Abstract

The evolution of the mantle source beneath a terrane is recorded by the Sm-Nd isotopic systematics of mafic rocks over extended periods of time. The evolution of the mantle beneath the Variscan massifs of continental Europe is tracked in order to examine the coupling between the crust and underlying continental lithospheric mantle during the late Paleozoic Variscan orogeny. Late Neoproterozoic and early Paleozoic (Cambrian–Devonian) extension-related mafic rocks have εNd(t) values similar to depleted mantle and so were probably derived from juvenile mantle sources. Thus, weak deformation and low-grade metamorphism associated with the ca. 540 Ma Cadomian orogeny did not change the mantle source beneath the Variscan massifs. In contrast, late Carboniferous–Permian mafic magmatism, which erupted in the aftermath of the collision between Gondwana and Laurussia, is characterized by negative εNd(t) values and significantly older depleted mantle model ages (TDM = 1800–800 Ma), suggesting derivation from a lithospheric mantle contaminated by late Paleozoic subduction.

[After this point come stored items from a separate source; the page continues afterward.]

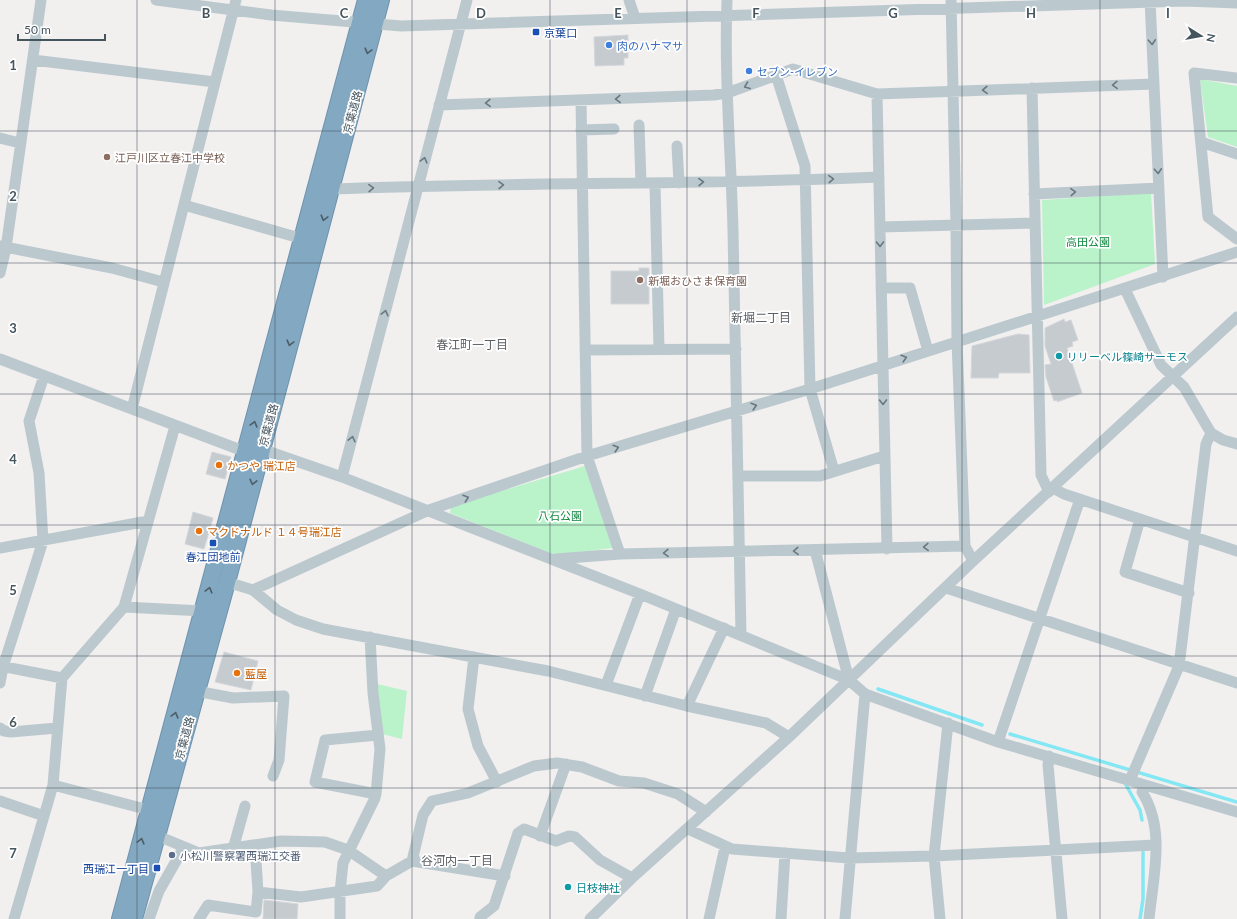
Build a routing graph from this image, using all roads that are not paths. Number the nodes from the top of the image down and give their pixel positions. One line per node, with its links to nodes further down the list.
1 (41, 0): 17 (street)
2 (156, 0): 12 (street)
3 (366, 0): 15 (highway, 京葉道路)
4 (381, 0): 15 (highway, 京葉道路)
5 (467, 0): 16 (street)
6 (629, 0): 14 (street)
7 (727, 0): 13 (street)
8 (1150, 1): 9 (street); 11 (street); 21 (street, one-way to 21)
9 (1185, 1): 10 (street)
10 (1237, 3)
11 (951, 4): 13 (street); 23 (street)
12 (235, 5): 15 (street); 20 (street)
13 (726, 15): 14 (street); 24 (street)
14 (635, 18): 16 (street)
15 (367, 24): 16 (street); 45 (highway, 京葉道路, one-way to 45); 51 (highway, 京葉道路)
16 (460, 24): 27 (street)
17 (33, 60): 20 (street); 33 (street)
18 (776, 75): 24 (street, one-way to 24); 25 (street); 37 (street)
19 (1237, 78): 32 (street)
20 (215, 82): 47 (street)
21 (1154, 84): 22 (street, one-way to 22); 44 (street, one-way to 44)
22 (1032, 88): 23 (street, one-way to 23); 46 (street)
23 (952, 91): 25 (street); 49 (street)
24 (727, 93): 26 (street, one-way to 26); 38 (street)
25 (877, 94): 36 (street)
26 (581, 100): 27 (street, one-way to 27); 30 (street)
27 (439, 105): 43 (street, one-way to 27)
28 (639, 125): 39 (street)
29 (614, 129): 30 (street)
30 (581, 130): 42 (street)
31 (0, 138): 33 (street)
32 (1201, 142): 35 (street); 52 (street)
33 (20, 143): 53 (street)
34 (678, 146): 41 (street)
35 (1237, 154)
36 (879, 177): 37 (street, one-way to 36); 50 (street)
37 (805, 180): 38 (street); 71 (street)
38 (732, 182): 41 (street, one-way to 38); 63 (street)
39 (641, 183): 40 (street); 42 (street)
40 (655, 183): 41 (street); 65 (street)
41 (679, 183)
42 (582, 184): 43 (street, one-way to 42); 64 (street)
43 (418, 186): 45 (street, one-way to 43); 82 (street, one-way to 43)
44 (1159, 188): 46 (street, one-way to 44); 56 (street)
45 (332, 189): 77 (highway, 京葉道路, one-way to 77)
46 (1034, 194): 48 (street)
47 (184, 205): 51 (street); 57 (street)
48 (1035, 223): 49 (street); 60 (street)
49 (956, 225): 50 (street); 62 (street)
50 (880, 227): 58 (street, one-way to 58)
51 (303, 239): 77 (highway, 京葉道路, one-way to 51)
52 (1237, 239)
53 (3, 247): 55 (street); 57 (street)
54 (1237, 252): 56 (street)
55 (0, 273)
56 (1163, 277): 59 (street)
57 (163, 282): 72 (street)
58 (881, 288): 66 (street); 68 (street)
59 (1125, 289): 60 (street); 70 (street)
60 (1037, 317): 62 (street); 83 (street)
61 (1237, 317): 70 (street)
62 (956, 341): 66 (street); 90 (street)
63 (736, 349): 65 (street); 73 (street)
64 (585, 350): 65 (street); 78 (street)
65 (659, 350)
66 (928, 351): 68 (street, one-way to 66)
67 (0, 359): 69 (street)
68 (882, 365): 71 (street); 79 (street, one-way to 79)
69 (44, 376): 72 (street); 89 (street)
70 (1172, 376): 75 (street); 83 (street)
71 (810, 389): 73 (street, one-way to 71); 80 (street)
72 (132, 409): 74 (street)
73 (738, 411): 78 (street, one-way to 73); 81 (street)
74 (175, 426): 77 (street); 87 (street)
75 (1211, 433): 76 (street); 88 (street)
76 (1237, 444)
77 (253, 451): 82 (street); 99 (highway, 京葉道路, one-way to 99); 106 (highway, 京葉道路, one-way to 77)
78 (587, 456): 85 (street, one-way to 78); 96 (street)
79 (884, 456): 80 (street); 92 (street)
80 (834, 471): 81 (street)
81 (739, 476): 95 (street)
82 (342, 477): 85 (street)
83 (1051, 490): 84 (street); 98 (street)
84 (1080, 499): 86 (street); 107 (street)
85 (429, 510): 97 (street); 101 (street)
86 (1140, 519): 88 (street); 102 (street)
87 (148, 521): 89 (street); 104 (street)
88 (1195, 537): 94 (street); 102 (street)
89 (43, 541): 91 (street); 112 (street)
90 (965, 546): 92 (street, one-way to 92); 98 (street)
91 (0, 548)
92 (887, 548): 93 (street)
93 (815, 550): 95 (street, one-way to 95); 115 (street)
94 (1237, 551)
95 (740, 552): 96 (street, one-way to 96); 109 (street)
96 (620, 554): 97 (street)
97 (553, 560): 103 (street)
98 (973, 561): 100 (street)
99 (227, 582): 101 (street); 119 (highway, 京葉道路)
100 (946, 588): 107 (street); 115 (street)
101 (253, 590): 110 (street)
102 (1188, 593): 113 (street)
103 (640, 594): 105 (street); 118 (street)
104 (124, 607): 106 (street); 114 (street)
105 (676, 609): 108 (street); 121 (street)
106 (203, 611): 139 (highway, 京葉道路, one-way to 106)
107 (1040, 618): 113 (street); 128 (street)
108 (724, 628): 109 (street); 122 (street)
109 (741, 635): 115 (street)
110 (370, 637): 111 (street); 126 (street)
111 (474, 657): 118 (street); 133 (street)
112 (1, 666): 114 (street); 116 (street)
113 (1180, 666): 117 (street); 132 (street)
114 (62, 678): 125 (street)
115 (849, 680): 120 (street); 127 (street)
116 (0, 683)
117 (1237, 683)
118 (606, 685): 121 (street)
119 (196, 691): 131 (street); 144 (highway, 京葉道路)
120 (864, 694): 123 (street); 155 (street)
121 (645, 696): 122 (street)
122 (687, 706): 127 (street)
123 (948, 723): 128 (street); 154 (street)
124 (0, 728): 125 (street)
125 (57, 728): 134 (street)
126 (378, 734): 136 (street); 136 (street)
127 (789, 736): 140 (street)
128 (998, 742): 129 (street)
129 (1049, 756): 132 (street); 152 (street)
130 (566, 764): 133 (street); 140 (street); 145 (street)
131 (273, 776)
132 (1130, 780): 135 (street)
133 (497, 782): 156 (street)
134 (53, 785): 139 (street); 142 (street)
135 (1144, 785): 141 (street); 147 (street)
136 (376, 794): 151 (street)
137 (0, 801): 142 (street)
138 (244, 806): 150 (street)
139 (149, 810): 164 (highway, 京葉道路, one-way to 139)
140 (706, 812): 143 (street)
141 (1237, 812)
142 (44, 816): 163 (street)
143 (688, 829): 149 (street); 159 (street)
144 (158, 836): 148 (street); 165 (highway, 京葉道路)
145 (540, 836): 158 (street); 159 (street)
146 (255, 845): 150 (street); 151 (street); 160 (street)
147 (1156, 845): 152 (street); 176 (street)
148 (184, 847): 150 (street); 166 (street)
149 (725, 847): 153 (street); 171 (street)
150 (233, 849)
151 (348, 850): 157 (street); 161 (street)
152 (1056, 850): 154 (street); 175 (street)
153 (785, 853): 155 (street); 172 (street)
154 (934, 856): 155 (street); 174 (street)
155 (849, 858): 173 (street)
156 (412, 862): 157 (street); 158 (street)
157 (386, 876): 161 (street)
158 (505, 876): 169 (street)
159 (632, 878): 170 (street)
160 (258, 892): 161 (street); 162 (street)
161 (340, 892): 168 (street)
162 (256, 915): 167 (street)
163 (14, 919)
164 (120, 919)
165 (134, 919)
166 (149, 919)
167 (199, 919)
168 (340, 919)
169 (480, 919)
170 (590, 919)
171 (709, 919)
172 (781, 919)
173 (845, 919)
174 (940, 919)
175 (1062, 919)
176 (1149, 919)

This characteristic is shared by most Variscan massifs, and it is consistent with the vast tracts of allochthonous peri-Gondwanan terranes exposed within the orogen, which suggest regional crust-mantle decoupling during Variscan collision. The regionally extensive Cenozoic European Volcanic Province has higher εNd(t) values (+5 to +7) and significantly lower TDM ages (ca. 500–100 Ma), suggesting that the continental lithospheric mantle was refertilized.